• **Input data**
______
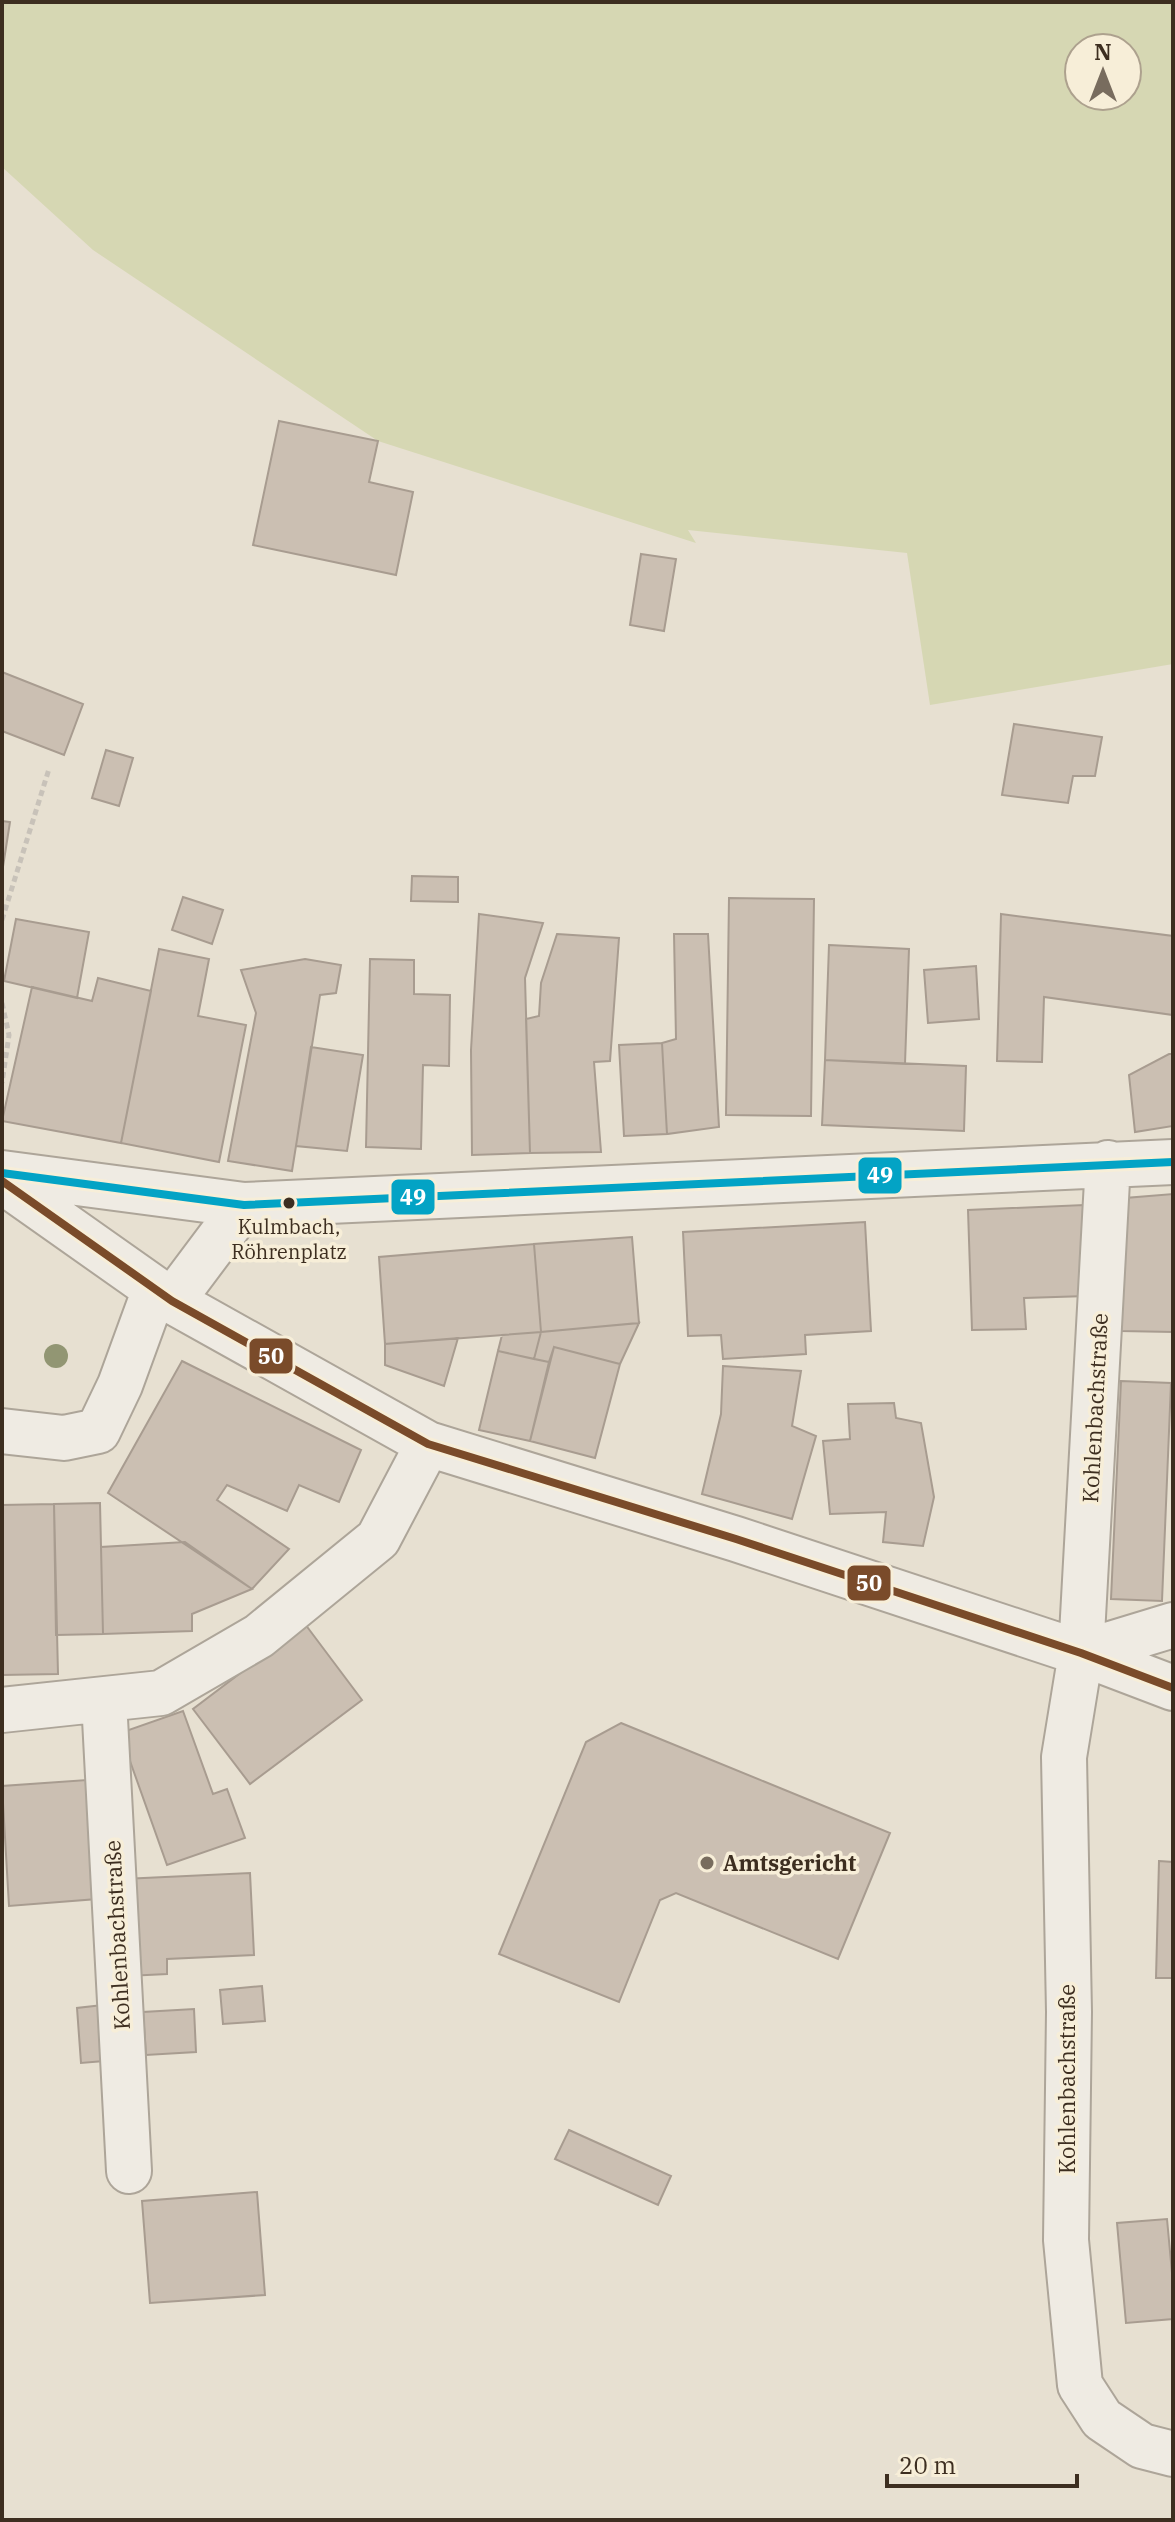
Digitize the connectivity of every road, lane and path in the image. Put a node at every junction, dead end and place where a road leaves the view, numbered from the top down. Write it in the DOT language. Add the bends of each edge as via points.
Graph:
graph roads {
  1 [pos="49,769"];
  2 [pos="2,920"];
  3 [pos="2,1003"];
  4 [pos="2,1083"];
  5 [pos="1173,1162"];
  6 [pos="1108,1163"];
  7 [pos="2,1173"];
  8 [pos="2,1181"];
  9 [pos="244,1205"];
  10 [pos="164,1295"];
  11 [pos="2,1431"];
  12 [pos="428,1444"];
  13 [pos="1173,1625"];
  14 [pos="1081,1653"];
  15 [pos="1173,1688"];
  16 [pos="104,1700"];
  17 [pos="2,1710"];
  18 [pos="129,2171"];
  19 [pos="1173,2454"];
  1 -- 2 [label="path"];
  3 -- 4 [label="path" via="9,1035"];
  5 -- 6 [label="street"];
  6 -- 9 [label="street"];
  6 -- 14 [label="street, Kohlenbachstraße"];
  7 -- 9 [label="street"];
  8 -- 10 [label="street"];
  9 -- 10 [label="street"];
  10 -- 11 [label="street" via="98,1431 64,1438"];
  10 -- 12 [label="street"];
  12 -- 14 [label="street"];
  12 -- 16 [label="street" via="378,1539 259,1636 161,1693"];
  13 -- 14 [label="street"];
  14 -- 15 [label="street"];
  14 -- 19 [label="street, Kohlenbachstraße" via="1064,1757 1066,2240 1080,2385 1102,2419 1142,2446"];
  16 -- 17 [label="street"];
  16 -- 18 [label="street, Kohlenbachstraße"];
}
______
• **Work instruction**
In the copy, include no pictures; everything else in the material should be written out exactly.

• **Problem solution**
Digitize the connectivity of every road, lane and path in the image. Put a node at every junction, dead end and place where a road leaves the view, numbered from the top down. Write it in the DOT language. Add the bends of each edge as via points.
Graph:
graph roads {
  1 [pos="49,769"];
  2 [pos="2,920"];
  3 [pos="2,1003"];
  4 [pos="2,1083"];
  5 [pos="1173,1162"];
  6 [pos="1108,1163"];
  7 [pos="2,1173"];
  8 [pos="2,1181"];
  9 [pos="244,1205"];
  10 [pos="164,1295"];
  11 [pos="2,1431"];
  12 [pos="428,1444"];
  13 [pos="1173,1625"];
  14 [pos="1081,1653"];
  15 [pos="1173,1688"];
  16 [pos="104,1700"];
  17 [pos="2,1710"];
  18 [pos="129,2171"];
  19 [pos="1173,2454"];
  1 -- 2 [label="path"];
  3 -- 4 [label="path" via="9,1035"];
  5 -- 6 [label="street"];
  6 -- 9 [label="street"];
  6 -- 14 [label="street, Kohlenbachstraße"];
  7 -- 9 [label="street"];
  8 -- 10 [label="street"];
  9 -- 10 [label="street"];
  10 -- 11 [label="street" via="98,1431 64,1438"];
  10 -- 12 [label="street"];
  12 -- 14 [label="street"];
  12 -- 16 [label="street" via="378,1539 259,1636 161,1693"];
  13 -- 14 [label="street"];
  14 -- 15 [label="street"];
  14 -- 19 [label="street, Kohlenbachstraße" via="1064,1757 1066,2240 1080,2385 1102,2419 1142,2446"];
  16 -- 17 [label="street"];
  16 -- 18 [label="street, Kohlenbachstraße"];
}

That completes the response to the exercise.